# What the task asks
A single number is the answer: the count of lines in the records that hold the word "dead".

(Saved data entries)
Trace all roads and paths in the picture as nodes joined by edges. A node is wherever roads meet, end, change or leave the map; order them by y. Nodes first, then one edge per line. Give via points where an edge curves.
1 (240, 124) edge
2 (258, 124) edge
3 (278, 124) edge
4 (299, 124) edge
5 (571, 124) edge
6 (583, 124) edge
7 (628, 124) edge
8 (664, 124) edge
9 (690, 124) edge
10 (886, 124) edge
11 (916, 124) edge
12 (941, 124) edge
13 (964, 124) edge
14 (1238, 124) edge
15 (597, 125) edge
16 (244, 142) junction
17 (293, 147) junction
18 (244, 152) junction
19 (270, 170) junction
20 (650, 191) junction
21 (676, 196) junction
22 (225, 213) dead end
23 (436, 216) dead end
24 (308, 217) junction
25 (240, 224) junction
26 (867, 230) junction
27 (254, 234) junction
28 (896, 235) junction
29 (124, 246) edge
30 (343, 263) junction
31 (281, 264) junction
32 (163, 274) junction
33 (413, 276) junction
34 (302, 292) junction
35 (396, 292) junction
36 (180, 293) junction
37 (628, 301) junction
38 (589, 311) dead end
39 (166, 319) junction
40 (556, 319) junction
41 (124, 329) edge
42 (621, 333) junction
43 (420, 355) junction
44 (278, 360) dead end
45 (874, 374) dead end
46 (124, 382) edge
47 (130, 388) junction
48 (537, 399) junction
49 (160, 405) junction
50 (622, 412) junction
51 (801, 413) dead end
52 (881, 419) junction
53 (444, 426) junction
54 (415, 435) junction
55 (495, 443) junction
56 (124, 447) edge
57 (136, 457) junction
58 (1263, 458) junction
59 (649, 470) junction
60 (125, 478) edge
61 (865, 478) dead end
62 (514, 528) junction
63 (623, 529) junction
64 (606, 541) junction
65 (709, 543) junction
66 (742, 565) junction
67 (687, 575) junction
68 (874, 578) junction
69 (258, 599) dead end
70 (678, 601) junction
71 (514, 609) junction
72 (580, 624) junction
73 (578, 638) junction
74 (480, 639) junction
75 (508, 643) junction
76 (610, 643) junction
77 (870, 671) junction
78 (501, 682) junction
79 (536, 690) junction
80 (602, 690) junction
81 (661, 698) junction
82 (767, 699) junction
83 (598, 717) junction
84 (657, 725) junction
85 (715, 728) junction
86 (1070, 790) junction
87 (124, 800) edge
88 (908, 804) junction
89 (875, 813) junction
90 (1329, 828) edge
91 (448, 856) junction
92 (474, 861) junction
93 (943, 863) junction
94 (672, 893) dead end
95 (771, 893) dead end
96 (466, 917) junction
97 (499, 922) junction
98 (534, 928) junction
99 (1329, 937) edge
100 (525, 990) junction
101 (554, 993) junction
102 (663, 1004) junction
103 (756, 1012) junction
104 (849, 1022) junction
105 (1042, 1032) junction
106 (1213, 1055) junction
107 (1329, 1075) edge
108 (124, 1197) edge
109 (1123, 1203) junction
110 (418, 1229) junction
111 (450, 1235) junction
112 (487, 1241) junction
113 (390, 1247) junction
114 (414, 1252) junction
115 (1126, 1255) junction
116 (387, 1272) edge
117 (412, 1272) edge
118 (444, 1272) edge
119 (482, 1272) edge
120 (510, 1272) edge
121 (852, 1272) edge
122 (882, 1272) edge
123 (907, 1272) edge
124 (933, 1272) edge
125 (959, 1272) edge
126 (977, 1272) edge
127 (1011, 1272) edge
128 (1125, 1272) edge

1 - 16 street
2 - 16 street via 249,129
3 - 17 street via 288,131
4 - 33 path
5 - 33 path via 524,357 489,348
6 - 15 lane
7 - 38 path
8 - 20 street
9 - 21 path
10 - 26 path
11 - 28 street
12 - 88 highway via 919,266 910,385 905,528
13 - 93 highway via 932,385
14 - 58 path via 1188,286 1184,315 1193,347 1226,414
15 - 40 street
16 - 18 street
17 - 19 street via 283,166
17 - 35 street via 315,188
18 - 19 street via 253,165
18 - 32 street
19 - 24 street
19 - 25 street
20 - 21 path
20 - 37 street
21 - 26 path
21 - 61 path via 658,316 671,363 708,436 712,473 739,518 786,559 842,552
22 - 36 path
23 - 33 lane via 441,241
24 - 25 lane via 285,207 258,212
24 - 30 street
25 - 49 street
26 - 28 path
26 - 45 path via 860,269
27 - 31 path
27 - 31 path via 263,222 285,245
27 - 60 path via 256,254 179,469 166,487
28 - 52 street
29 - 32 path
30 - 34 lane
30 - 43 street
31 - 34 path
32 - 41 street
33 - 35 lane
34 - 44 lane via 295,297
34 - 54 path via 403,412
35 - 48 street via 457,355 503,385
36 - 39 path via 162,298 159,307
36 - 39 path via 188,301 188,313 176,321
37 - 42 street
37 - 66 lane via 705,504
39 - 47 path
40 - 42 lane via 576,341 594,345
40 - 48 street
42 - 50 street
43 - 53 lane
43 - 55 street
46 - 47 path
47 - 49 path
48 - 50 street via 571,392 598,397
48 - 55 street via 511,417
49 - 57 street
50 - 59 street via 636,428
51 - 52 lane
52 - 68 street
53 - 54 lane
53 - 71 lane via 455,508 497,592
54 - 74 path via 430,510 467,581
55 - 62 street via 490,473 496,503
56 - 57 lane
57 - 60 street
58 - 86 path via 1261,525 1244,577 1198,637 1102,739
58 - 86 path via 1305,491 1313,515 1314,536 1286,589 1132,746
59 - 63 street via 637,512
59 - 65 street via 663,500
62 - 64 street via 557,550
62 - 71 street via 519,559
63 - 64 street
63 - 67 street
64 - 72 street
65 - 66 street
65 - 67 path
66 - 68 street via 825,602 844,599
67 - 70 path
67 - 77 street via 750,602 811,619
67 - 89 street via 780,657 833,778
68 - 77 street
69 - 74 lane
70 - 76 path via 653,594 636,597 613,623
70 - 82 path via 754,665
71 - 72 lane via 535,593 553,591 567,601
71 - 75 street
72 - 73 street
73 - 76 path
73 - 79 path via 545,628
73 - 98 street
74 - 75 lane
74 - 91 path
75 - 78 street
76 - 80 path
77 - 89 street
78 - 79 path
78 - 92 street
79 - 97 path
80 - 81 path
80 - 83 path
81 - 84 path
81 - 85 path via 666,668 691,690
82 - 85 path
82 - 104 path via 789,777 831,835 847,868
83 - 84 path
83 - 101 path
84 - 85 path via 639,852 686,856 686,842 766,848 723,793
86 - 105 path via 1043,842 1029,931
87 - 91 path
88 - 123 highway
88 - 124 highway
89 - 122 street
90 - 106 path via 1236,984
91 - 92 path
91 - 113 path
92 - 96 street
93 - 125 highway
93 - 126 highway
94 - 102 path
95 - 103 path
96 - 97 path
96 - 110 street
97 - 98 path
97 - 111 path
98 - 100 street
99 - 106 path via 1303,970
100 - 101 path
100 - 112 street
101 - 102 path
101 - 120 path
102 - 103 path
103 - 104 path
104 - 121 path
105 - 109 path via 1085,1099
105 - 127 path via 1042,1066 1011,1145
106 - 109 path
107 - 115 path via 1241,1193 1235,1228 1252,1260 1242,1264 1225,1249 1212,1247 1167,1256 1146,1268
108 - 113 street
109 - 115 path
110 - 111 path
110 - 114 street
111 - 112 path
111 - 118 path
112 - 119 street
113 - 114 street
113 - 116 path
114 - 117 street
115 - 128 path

# Written response
10